Introduction
When measuring G2 curvature continuity at the boundary of two surfaces, a result of dev=1.0 is sometimes shown. This was displayed as 'flat' in earlier software versions and only occurs when one of the surfaces is flat in one direction, at the boundary.
Although this is shown as an error, it is in fact an 'exception' in the mathematical formula for calculating G2 deviation, and may not indicate a visual problem. As always with curvature evaluation, use the zebra stripes / iso-angle and the comb plots to double-check the results. In this example, the surfaces are good.
Responding to a dev = 1.0 result
Unless there is some design requirement that means you want to avoid any flat areas, then the result of dev=1.0 can be treated in the same way as any other curvature failure, and other surface checks used to judge the surface quality (iso-angle, zebra stripes, comb plots).

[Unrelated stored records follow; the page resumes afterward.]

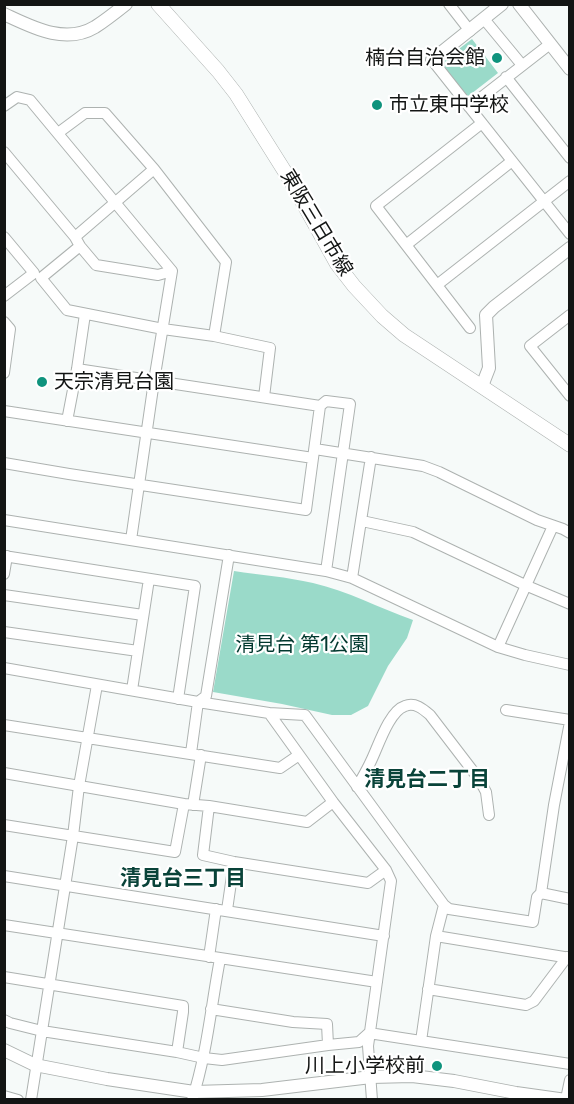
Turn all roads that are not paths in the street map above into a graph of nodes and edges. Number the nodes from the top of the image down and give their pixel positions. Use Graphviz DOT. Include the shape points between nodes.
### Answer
graph roads {
  1 [pos="126,4"];
  2 [pos="158,4"];
  3 [pos="450,4"];
  4 [pos="502,4"];
  5 [pos="519,4"];
  6 [pos="4,14"];
  7 [pos="484,19"];
  8 [pos="470,31"];
  9 [pos="549,44"];
  10 [pos="432,60"];
  11 [pos="522,65"];
  12 [pos="570,69"];
  13 [pos="506,77"];
  14 [pos="4,106"];
  15 [pos="469,107"];
  16 [pos="482,123"];
  17 [pos="58,133"];
  18 [pos="4,153"];
  19 [pos="570,158"];
  20 [pos="512,161"];
  21 [pos="154,169"];
  22 [pos="570,181"];
  23 [pos="543,201"];
  24 [pos="116,202"];
  25 [pos="570,234"];
  26 [pos="4,237"];
  27 [pos="78,241"];
  28 [pos="406,245"];
  29 [pos="570,248"];
  30 [pos="172,271"];
  31 [pos="437,285"];
  32 [pos="4,296"];
  33 [pos="85,314"];
  34 [pos="569,316"];
  35 [pos="4,322"];
  36 [pos="470,328"];
  37 [pos="162,329"];
  38 [pos="214,336"];
  39 [pos="77,369"];
  40 [pos="4,373"];
  41 [pos="154,381"];
  42 [pos="482,386"];
  43 [pos="570,396"];
  44 [pos="264,397"];
  45 [pos="320,406"];
  46 [pos="4,411"];
  47 [pos="67,421"];
  48 [pos="147,432"];
  49 [pos="570,446"];
  50 [pos="314,453"];
  51 [pos="342,453"];
  52 [pos="371,457"];
  53 [pos="4,463"];
  54 [pos="139,485"];
  55 [pos="4,520"];
  56 [pos="362,521"];
  57 [pos="553,526"];
  58 [pos="570,533"];
  59 [pos="130,540"];
  60 [pos="229,555"];
  61 [pos="6,556"];
  62 [pos="326,571"];
  63 [pos="4,574"];
  64 [pos="352,578"];
  65 [pos="149,579"];
  66 [pos="525,585"];
  67 [pos="4,595"];
  68 [pos="570,604"];
  69 [pos="143,615"];
  70 [pos="4,632"];
  71 [pos="498,647"];
  72 [pos="138,651"];
  73 [pos="570,665"];
  74 [pos="4,668"];
  75 [pos="97,685"];
  76 [pos="132,690"];
  77 [pos="178,699"];
  78 [pos="198,702"];
  79 [pos="506,710"];
  80 [pos="269,712"];
  81 [pos="570,721"];
  82 [pos="4,725"];
  83 [pos="87,738"];
  84 [pos="196,754"];
  85 [pos="299,755"];
  86 [pos="4,773"];
  87 [pos="79,786"];
  88 [pos="357,787"];
  89 [pos="333,802"];
  90 [pos="189,804"];
  91 [pos="208,806"];
  92 [pos="489,815"];
  93 [pos="4,825"];
  94 [pos="73,836"];
  95 [pos="234,862"];
  96 [pos="386,870"];
  97 [pos="4,876"];
  98 [pos="64,885"];
  99 [pos="541,893"];
  100 [pos="570,898"];
  101 [pos="444,905"];
  102 [pos="221,910"];
  103 [pos="4,925"];
  104 [pos="57,934"];
  105 [pos="384,936"];
  106 [pos="436,936"];
  107 [pos="568,957"];
  108 [pos="215,958"];
  109 [pos="4,977"];
  110 [pos="377,982"];
  111 [pos="49,984"];
  112 [pos="428,989"];
  113 [pos="211,1009"];
  114 [pos="4,1020"];
  115 [pos="42,1030"];
  116 [pos="369,1033"];
  117 [pos="421,1041"];
  118 [pos="328,1044"];
  119 [pos="4,1050"];
  120 [pos="177,1052"];
  121 [pos="204,1058"];
  122 [pos="570,1064"];
  123 [pos="35,1065"];
  124 [pos="371,1077"];
  125 [pos="570,1080"];
  126 [pos="4,1096"];
  127 [pos="193,1096"];
  128 [pos="18,1100"];
  129 [pos="31,1100"];
  130 [pos="372,1100"];
  131 [pos="566,1100"];
  1 -- 6 [label="street" via="93,28 75,34 49,33"];
  2 -- 42 [label="main road, 東阪三日市線" via="236,94 354,286 404,335"];
  3 -- 8 [label="street"];
  4 -- 7 [label="street"];
  5 -- 9 [label="street"];
  7 -- 8 [label="street"];
  7 -- 11 [label="street"];
  8 -- 10 [label="street"];
  9 -- 11 [label="street"];
  9 -- 12 [label="street"];
  10 -- 15 [label="street"];
  11 -- 13 [label="street"];
  13 -- 15 [label="street"];
  13 -- 19 [label="street"];
  14 -- 17 [label="street" via="17,97 30,100"];
  15 -- 16 [label="street"];
  16 -- 20 [label="street"];
  16 -- 28 [label="street" via="376,206"];
  17 -- 21 [label="street" via="85,113 105,113"];
  17 -- 24 [label="street"];
  18 -- 27 [label="street"];
  20 -- 23 [label="street"];
  20 -- 28 [label="street"];
  21 -- 24 [label="street"];
  21 -- 38 [label="street" via="226,262"];
  22 -- 23 [label="street"];
  23 -- 25 [label="street"];
  23 -- 31 [label="street"];
  24 -- 27 [label="street"];
  24 -- 30 [label="street"];
  26 -- 32 [label="street" via="34,273"];
  27 -- 30 [label="street" via="96,265 158,275"];
  27 -- 33 [label="street" via="40,278 68,310"];
  28 -- 31 [label="street"];
  29 -- 42 [label="street" via="486,315 489,368"];
  30 -- 37 [label="street"];
  31 -- 36 [label="street"];
  33 -- 37 [label="street"];
  33 -- 39 [label="street"];
  34 -- 43 [label="street" via="530,346"];
  35 -- 40 [label="street" via="10,329"];
  37 -- 38 [label="street"];
  37 -- 41 [label="street"];
  38 -- 44 [label="street" via="270,348"];
  39 -- 41 [label="street"];
  39 -- 47 [label="street"];
  41 -- 44 [label="street"];
  41 -- 48 [label="street"];
  42 -- 49 [label="main road, 東阪三日市線"];
  44 -- 45 [label="street"];
  45 -- 50 [label="street"];
  45 -- 51 [label="street" via="326,401 350,404"];
  46 -- 47 [label="street"];
  47 -- 48 [label="street"];
  48 -- 50 [label="street"];
  48 -- 54 [label="street"];
  50 -- 51 [label="street"];
  50 -- 54 [label="street" via="306,510"];
  51 -- 52 [label="street"];
  51 -- 62 [label="street"];
  52 -- 56 [label="street"];
  52 -- 57 [label="street" via="439,472"];
  53 -- 54 [label="street"];
  54 -- 59 [label="street"];
  55 -- 59 [label="street"];
  56 -- 64 [label="street"];
  56 -- 66 [label="street" via="413,532"];
  57 -- 58 [label="street"];
  57 -- 66 [label="street"];
  59 -- 60 [label="street"];
  60 -- 62 [label="street"];
  60 -- 78 [label="street" via="206,696"];
  61 -- 63 [label="street"];
  61 -- 65 [label="street"];
  62 -- 64 [label="street"];
  64 -- 71 [label="street"];
  65 -- 69 [label="street"];
  65 -- 77 [label="street" via="195,586"];
  66 -- 68 [label="street"];
  66 -- 71 [label="street"];
  67 -- 69 [label="street"];
  69 -- 72 [label="street"];
  70 -- 72 [label="street"];
  71 -- 73 [label="street"];
  72 -- 76 [label="street"];
  74 -- 75 [label="street"];
  75 -- 76 [label="street"];
  75 -- 83 [label="street"];
  76 -- 77 [label="street"];
  77 -- 78 [label="street"];
  78 -- 80 [label="street"];
  78 -- 84 [label="street"];
  79 -- 81 [label="street"];
  80 -- 85 [label="street"];
  80 -- 88 [label="street" via="305,715"];
  81 -- 99 [label="street"];
  82 -- 83 [label="street"];
  83 -- 84 [label="street"];
  83 -- 87 [label="street"];
  84 -- 85 [label="street" via="280,768"];
  84 -- 90 [label="street"];
  85 -- 89 [label="street"];
  86 -- 87 [label="street"];
  87 -- 90 [label="street"];
  87 -- 94 [label="street"];
  88 -- 92 [label="street" via="396,712 405,705 416,705 430,715 479,779 486,792"];
  88 -- 101 [label="street"];
  89 -- 91 [label="street" via="307,822"];
  89 -- 96 [label="street"];
  90 -- 91 [label="street"];
  90 -- 94 [label="street" via="175,852"];
  91 -- 95 [label="street" via="203,855"];
  93 -- 94 [label="street"];
  94 -- 98 [label="street"];
  95 -- 96 [label="street" via="368,883"];
  95 -- 102 [label="street"];
  96 -- 105 [label="street" via="391,881"];
  97 -- 98 [label="street"];
  98 -- 102 [label="street"];
  98 -- 104 [label="street"];
  99 -- 100 [label="street"];
  99 -- 101 [label="street" via="533,922"];
  101 -- 106 [label="street"];
  102 -- 105 [label="street"];
  102 -- 108 [label="street"];
  103 -- 104 [label="street"];
  104 -- 108 [label="street"];
  104 -- 111 [label="street"];
  105 -- 110 [label="street"];
  106 -- 107 [label="street"];
  106 -- 112 [label="street"];
  107 -- 112 [label="street" via="534,1001 526,1005"];
  108 -- 110 [label="street"];
  108 -- 113 [label="street"];
  109 -- 111 [label="street"];
  110 -- 116 [label="street"];
  111 -- 115 [label="street"];
  111 -- 120 [label="street" via="183,1006"];
  112 -- 117 [label="street"];
  113 -- 118 [label="street" via="327,1024"];
  113 -- 121 [label="street"];
  114 -- 115 [label="street"];
  115 -- 120 [label="street"];
  115 -- 123 [label="street"];
  116 -- 117 [label="street"];
  116 -- 118 [label="street" via="359,1042"];
  116 -- 124 [label="street"];
  117 -- 122 [label="street"];
  118 -- 121 [label="street" via="222,1059"];
  119 -- 123 [label="street"];
  120 -- 121 [label="street"];
  121 -- 127 [label="street"];
  123 -- 127 [label="street"];
  123 -- 129 [label="street"];
  124 -- 127 [label="street"];
  124 -- 130 [label="street"];
  124 -- 131 [label="street" via="412,1076"];
  125 -- 131 [label="street"];
  126 -- 128 [label="street"];
}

Understanding Continuity with 'Flat' Surfaces
This situation only arises when:
- One of the surfaces is 'flat' (i.e. has a radius of infinity) in the direction in which continuity is being measured (perpendicular to the boundary).
- And G2 Curvature is not achieved, i.e. the matching surface does not have a radius of infinity at the point where they meet.
The calculation for G2 Curvature deviation at a boundary is (ignoring negative values): dev = (R1 - R2) / (R1 + R2). The result dev=1.0 is a mathematical exception that can be understood by applying the formula to the surface examples below:
Infinity Tolerance
The software defines any radius greater than 100000 cm as infinity for the purposes of the curvature deviation calculation. Users can modify this value by changing the environment variable : ALIAS_G2_INFINITY_TOL .
In the example below, the two primary surfaces are flat in one direction (perpendicular to the boundary).
Ot the top edge, the fillet has achieved a radius of infinity (flat curvature) at the boundary, so no failure is shown.
On the lower edge, at some checkpoints curvature is calculated as zero, at others dev=1.0. The difference is due to the infinity tolerance of 1,000,000 mm.